- _Given data_:

BEGIN

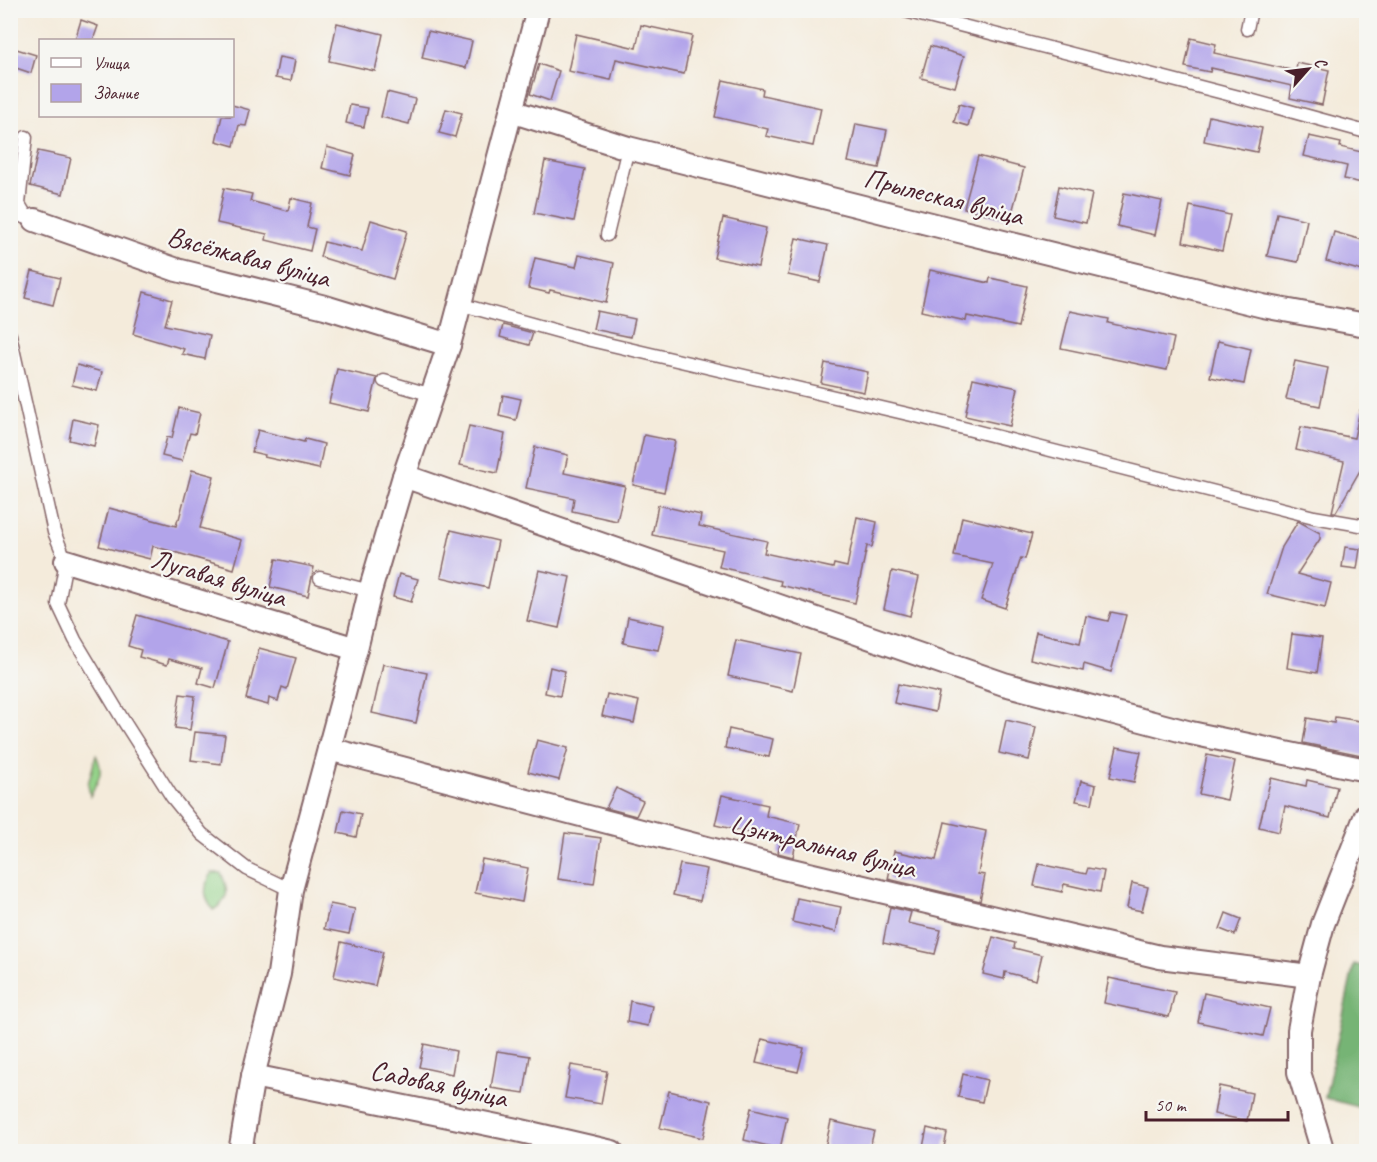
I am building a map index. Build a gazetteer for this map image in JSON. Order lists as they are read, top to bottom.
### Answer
{
  "streets": {
    "street": [
      "Прылеская вуліца",
      "Вясёлкавая вуліца",
      "Лугавая вуліца",
      "Цэнтральная вуліца",
      "Садовая вуліца"
    ]
  },
  "legend": ["Улица", "Здание"],
  "scale_bar": "50 m",
  "north": "top right"
}
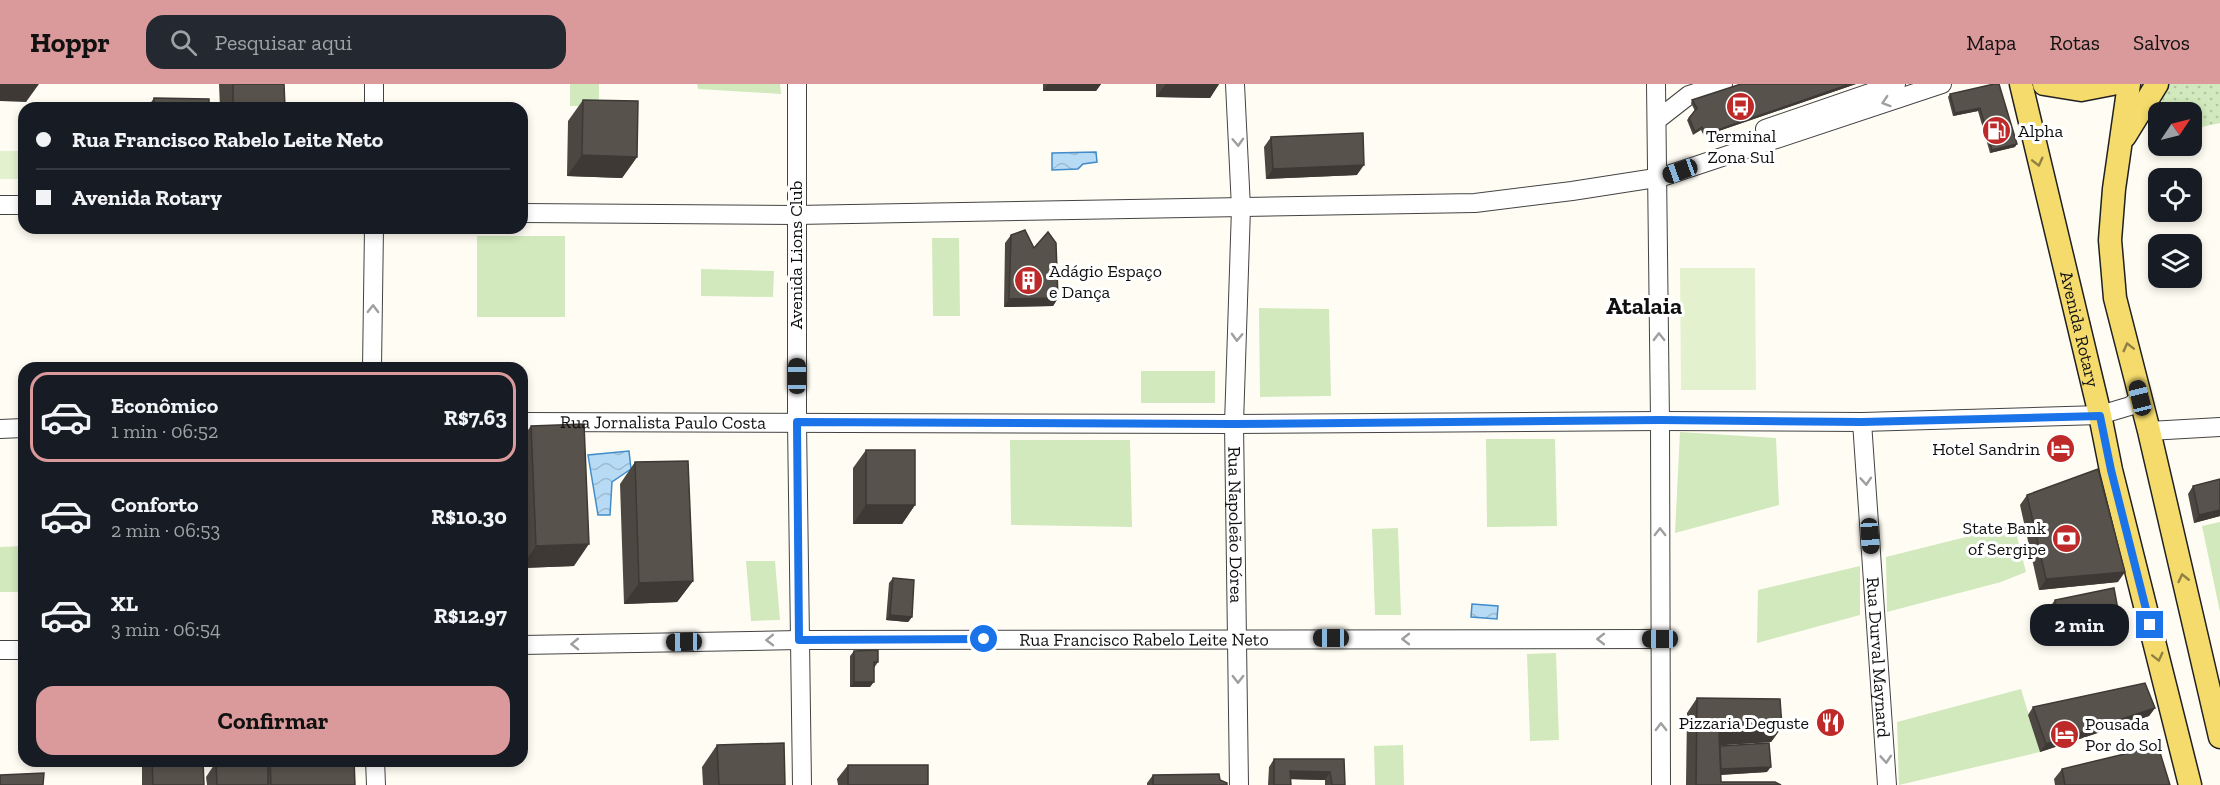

END

Could the listing above be transcribed exactly, with the pictures left out?

- _Task solution_:
I am building a map index. Build a gazetteer for this map image in JSON. Order lists as they are read, top to bottom.
### Answer
{
  "streets": {
    "street": [
      "Прылеская вуліца",
      "Вясёлкавая вуліца",
      "Лугавая вуліца",
      "Цэнтральная вуліца",
      "Садовая вуліца"
    ]
  },
  "legend": ["Улица", "Здание"],
  "scale_bar": "50 m",
  "north": "top right"
}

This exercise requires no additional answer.